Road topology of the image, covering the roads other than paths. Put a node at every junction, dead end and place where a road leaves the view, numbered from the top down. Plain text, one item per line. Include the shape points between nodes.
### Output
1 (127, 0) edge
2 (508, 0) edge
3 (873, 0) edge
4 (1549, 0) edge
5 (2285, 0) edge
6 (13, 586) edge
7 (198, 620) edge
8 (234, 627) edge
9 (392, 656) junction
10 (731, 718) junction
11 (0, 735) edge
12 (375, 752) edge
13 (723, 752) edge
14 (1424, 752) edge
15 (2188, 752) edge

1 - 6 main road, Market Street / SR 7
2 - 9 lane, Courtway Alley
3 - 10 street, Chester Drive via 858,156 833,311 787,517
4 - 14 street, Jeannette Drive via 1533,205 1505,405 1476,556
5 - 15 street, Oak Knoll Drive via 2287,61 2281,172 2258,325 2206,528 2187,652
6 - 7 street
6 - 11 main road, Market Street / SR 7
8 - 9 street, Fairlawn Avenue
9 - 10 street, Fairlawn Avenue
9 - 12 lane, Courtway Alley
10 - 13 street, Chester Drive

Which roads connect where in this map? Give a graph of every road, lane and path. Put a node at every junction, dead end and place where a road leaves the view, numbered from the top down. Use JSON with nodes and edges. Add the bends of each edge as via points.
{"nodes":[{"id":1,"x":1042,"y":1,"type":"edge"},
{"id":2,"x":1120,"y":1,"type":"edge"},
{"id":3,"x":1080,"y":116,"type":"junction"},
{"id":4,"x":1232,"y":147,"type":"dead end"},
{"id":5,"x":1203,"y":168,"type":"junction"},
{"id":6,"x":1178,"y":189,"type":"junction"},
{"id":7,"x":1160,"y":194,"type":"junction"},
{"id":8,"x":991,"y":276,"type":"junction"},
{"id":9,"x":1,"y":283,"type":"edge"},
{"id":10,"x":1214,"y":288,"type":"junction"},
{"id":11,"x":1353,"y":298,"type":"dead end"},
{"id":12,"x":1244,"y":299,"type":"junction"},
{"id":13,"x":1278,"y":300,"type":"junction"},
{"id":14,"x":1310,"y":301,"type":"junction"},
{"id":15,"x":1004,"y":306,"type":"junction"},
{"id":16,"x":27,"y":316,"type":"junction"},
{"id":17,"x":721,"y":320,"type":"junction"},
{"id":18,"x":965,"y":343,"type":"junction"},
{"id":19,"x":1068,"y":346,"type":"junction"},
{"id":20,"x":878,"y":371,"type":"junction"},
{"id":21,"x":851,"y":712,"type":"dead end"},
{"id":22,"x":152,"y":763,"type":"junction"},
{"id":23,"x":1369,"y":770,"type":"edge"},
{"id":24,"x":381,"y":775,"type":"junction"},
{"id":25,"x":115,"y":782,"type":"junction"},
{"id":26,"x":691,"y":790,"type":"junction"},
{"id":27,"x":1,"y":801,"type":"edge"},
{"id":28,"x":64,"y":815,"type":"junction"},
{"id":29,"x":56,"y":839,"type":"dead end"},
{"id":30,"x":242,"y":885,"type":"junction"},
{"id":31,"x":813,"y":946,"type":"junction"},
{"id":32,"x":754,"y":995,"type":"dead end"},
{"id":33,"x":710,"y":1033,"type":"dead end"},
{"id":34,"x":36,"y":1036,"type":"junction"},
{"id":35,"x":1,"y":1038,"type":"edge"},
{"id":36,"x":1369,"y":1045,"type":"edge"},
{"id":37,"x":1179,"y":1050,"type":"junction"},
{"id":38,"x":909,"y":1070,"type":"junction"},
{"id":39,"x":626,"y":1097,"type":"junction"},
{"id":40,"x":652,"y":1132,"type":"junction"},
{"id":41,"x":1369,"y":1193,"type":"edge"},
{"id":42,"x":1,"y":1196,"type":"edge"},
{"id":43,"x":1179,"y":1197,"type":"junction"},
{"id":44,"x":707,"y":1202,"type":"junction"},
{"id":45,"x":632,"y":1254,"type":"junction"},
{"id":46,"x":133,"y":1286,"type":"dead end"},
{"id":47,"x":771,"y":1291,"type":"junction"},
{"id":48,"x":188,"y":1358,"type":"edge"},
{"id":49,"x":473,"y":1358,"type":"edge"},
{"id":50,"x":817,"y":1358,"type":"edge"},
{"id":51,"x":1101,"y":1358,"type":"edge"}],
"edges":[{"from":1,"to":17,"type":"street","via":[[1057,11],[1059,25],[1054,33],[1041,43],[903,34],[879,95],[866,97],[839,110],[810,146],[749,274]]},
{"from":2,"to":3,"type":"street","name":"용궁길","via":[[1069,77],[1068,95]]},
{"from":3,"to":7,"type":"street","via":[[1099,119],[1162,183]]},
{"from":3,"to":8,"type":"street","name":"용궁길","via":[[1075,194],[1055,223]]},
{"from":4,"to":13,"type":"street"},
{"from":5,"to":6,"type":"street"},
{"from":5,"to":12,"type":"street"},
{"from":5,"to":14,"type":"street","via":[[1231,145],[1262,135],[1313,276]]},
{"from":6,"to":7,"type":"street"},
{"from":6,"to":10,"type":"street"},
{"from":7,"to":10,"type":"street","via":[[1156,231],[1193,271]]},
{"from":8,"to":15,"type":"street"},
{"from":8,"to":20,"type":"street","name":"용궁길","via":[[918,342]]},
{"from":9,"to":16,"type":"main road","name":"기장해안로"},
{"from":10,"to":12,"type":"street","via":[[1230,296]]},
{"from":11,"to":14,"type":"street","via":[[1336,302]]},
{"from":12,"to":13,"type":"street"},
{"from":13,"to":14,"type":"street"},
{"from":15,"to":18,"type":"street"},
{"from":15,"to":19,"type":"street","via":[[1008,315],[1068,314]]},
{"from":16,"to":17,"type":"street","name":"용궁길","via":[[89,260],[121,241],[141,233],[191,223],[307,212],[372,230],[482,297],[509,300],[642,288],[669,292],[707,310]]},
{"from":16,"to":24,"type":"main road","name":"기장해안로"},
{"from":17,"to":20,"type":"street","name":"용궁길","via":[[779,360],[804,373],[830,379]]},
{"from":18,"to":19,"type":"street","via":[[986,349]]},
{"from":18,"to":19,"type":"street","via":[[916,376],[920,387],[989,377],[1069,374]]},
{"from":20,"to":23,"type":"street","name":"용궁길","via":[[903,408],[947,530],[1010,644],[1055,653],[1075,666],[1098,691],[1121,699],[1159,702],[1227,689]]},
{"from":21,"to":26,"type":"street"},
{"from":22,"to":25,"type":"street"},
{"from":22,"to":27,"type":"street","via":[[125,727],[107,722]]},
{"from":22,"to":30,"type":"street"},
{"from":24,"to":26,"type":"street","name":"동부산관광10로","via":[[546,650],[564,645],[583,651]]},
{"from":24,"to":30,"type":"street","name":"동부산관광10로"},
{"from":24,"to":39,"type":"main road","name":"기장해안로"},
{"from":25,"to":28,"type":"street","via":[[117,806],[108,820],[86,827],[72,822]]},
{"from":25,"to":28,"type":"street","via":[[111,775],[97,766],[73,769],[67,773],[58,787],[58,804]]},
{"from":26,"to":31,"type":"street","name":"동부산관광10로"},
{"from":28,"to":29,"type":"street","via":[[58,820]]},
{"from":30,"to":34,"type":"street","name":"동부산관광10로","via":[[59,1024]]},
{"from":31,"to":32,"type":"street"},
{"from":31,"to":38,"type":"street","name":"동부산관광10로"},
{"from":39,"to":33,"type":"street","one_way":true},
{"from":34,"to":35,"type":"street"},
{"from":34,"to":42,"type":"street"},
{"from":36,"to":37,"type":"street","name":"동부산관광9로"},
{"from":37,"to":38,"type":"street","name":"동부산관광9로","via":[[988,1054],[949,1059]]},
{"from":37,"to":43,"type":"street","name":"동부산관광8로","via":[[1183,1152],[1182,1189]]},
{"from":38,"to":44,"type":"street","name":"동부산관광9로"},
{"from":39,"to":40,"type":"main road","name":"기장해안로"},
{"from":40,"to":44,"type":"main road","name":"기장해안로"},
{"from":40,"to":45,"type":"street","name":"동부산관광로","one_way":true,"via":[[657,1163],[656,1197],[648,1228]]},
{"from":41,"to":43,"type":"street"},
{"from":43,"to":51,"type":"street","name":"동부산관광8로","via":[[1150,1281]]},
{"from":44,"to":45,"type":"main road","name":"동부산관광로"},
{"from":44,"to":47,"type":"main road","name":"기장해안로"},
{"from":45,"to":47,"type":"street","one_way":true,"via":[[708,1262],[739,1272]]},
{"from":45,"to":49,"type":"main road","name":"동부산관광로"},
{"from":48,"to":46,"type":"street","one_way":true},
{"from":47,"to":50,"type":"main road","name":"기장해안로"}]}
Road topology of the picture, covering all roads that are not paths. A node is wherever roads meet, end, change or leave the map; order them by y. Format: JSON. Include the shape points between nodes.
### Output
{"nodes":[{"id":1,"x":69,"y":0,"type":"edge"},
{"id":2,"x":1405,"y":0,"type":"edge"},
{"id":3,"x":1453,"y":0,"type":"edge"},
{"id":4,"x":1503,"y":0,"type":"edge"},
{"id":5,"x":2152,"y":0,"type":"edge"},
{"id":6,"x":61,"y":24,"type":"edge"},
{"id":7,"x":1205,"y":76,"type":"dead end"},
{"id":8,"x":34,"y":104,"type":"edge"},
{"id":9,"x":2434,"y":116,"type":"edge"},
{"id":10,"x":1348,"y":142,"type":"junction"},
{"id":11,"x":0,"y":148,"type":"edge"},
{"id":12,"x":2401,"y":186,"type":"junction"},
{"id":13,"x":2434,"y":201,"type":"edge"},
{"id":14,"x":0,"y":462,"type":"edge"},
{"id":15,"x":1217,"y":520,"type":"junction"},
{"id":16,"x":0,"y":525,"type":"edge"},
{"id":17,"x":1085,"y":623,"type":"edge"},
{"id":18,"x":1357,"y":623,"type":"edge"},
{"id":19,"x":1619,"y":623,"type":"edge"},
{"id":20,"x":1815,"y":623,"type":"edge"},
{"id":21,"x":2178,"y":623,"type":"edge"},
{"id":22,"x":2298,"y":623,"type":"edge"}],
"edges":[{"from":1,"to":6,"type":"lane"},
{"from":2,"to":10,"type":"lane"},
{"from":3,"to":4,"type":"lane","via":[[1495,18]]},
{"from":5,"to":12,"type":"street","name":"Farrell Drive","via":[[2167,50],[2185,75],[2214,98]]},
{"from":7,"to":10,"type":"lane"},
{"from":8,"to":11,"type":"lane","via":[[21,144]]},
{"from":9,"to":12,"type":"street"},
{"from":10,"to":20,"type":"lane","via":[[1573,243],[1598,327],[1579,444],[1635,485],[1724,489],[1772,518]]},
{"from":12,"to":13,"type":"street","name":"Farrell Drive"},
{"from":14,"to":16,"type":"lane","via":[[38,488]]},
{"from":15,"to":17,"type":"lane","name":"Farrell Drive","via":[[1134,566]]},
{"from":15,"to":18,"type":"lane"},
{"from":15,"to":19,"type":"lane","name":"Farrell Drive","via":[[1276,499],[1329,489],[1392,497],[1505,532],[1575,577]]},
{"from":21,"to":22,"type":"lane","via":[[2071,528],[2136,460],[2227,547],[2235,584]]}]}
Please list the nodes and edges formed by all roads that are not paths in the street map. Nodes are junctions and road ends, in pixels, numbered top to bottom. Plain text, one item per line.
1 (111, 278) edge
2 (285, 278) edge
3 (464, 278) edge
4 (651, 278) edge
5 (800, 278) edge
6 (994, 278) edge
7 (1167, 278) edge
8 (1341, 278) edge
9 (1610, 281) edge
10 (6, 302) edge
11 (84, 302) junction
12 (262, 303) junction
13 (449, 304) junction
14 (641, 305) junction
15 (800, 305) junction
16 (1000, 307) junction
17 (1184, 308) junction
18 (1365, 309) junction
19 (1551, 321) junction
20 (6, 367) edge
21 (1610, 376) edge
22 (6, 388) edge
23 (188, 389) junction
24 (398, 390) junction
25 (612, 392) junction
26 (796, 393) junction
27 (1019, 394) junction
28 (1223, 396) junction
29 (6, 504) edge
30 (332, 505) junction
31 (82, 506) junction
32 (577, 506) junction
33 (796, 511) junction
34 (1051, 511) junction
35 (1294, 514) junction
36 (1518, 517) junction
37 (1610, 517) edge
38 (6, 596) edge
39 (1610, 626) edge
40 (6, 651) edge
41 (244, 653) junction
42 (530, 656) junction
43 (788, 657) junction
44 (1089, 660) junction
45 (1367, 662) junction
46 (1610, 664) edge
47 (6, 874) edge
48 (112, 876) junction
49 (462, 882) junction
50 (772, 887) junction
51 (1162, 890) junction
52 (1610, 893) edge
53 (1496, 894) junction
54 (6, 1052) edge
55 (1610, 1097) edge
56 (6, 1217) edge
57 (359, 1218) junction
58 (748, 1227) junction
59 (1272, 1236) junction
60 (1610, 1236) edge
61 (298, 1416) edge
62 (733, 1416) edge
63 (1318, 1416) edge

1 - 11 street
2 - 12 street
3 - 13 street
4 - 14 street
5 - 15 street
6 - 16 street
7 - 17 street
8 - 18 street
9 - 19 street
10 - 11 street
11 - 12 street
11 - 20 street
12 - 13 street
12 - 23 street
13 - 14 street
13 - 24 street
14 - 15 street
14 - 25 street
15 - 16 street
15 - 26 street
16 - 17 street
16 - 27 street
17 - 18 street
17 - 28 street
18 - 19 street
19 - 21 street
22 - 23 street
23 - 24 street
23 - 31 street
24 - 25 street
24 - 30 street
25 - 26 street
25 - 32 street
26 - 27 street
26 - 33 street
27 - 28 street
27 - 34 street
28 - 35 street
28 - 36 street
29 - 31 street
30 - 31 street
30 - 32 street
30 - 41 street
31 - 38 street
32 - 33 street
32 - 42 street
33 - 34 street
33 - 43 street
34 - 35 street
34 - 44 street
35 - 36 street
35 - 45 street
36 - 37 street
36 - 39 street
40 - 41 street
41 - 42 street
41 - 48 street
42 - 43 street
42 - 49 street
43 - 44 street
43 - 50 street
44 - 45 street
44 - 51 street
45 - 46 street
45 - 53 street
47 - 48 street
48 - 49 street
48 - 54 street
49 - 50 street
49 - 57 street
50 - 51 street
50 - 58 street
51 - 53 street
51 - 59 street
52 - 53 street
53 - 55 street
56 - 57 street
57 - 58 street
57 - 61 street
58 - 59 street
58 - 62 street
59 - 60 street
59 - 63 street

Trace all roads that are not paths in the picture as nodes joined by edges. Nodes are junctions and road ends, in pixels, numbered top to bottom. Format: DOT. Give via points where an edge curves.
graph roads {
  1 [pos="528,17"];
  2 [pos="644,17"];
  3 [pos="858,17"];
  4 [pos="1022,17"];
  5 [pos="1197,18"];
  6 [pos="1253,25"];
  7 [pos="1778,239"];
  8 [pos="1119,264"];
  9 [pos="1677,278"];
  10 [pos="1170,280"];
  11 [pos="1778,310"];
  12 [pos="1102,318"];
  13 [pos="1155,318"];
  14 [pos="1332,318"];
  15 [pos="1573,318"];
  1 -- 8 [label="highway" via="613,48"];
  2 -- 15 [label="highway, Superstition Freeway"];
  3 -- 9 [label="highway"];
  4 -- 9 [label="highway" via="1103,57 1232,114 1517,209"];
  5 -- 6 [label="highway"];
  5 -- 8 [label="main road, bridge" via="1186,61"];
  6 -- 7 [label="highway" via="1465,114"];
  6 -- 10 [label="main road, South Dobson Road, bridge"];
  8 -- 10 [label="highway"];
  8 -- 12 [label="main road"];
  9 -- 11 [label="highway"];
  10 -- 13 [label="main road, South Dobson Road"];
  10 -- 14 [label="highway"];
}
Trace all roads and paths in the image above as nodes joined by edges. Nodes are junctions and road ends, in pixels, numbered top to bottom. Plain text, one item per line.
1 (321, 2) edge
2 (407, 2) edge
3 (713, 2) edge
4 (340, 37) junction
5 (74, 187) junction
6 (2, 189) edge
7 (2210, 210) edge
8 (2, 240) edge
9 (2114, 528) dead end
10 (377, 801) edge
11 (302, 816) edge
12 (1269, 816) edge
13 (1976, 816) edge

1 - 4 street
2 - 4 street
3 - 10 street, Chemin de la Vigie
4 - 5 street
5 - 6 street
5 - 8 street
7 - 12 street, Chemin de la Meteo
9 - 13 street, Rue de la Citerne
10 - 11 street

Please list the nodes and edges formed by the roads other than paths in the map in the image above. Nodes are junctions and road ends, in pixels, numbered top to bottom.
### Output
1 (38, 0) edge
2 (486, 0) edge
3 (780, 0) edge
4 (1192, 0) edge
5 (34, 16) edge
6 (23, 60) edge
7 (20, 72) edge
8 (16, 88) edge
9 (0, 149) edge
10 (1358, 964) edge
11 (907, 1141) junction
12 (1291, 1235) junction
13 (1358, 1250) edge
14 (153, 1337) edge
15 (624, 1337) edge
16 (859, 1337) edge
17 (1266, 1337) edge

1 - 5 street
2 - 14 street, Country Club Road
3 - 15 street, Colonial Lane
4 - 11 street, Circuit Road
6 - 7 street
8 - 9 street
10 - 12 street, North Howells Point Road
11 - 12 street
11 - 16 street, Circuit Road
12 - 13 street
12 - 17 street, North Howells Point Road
···
**Activity**: The job here is to find each line above with the word "Dobson" and copy it.

**Output below**:
  6 -- 10 [label="main road, South Dobson Road, bridge"];
  10 -- 13 [label="main road, South Dobson Road"];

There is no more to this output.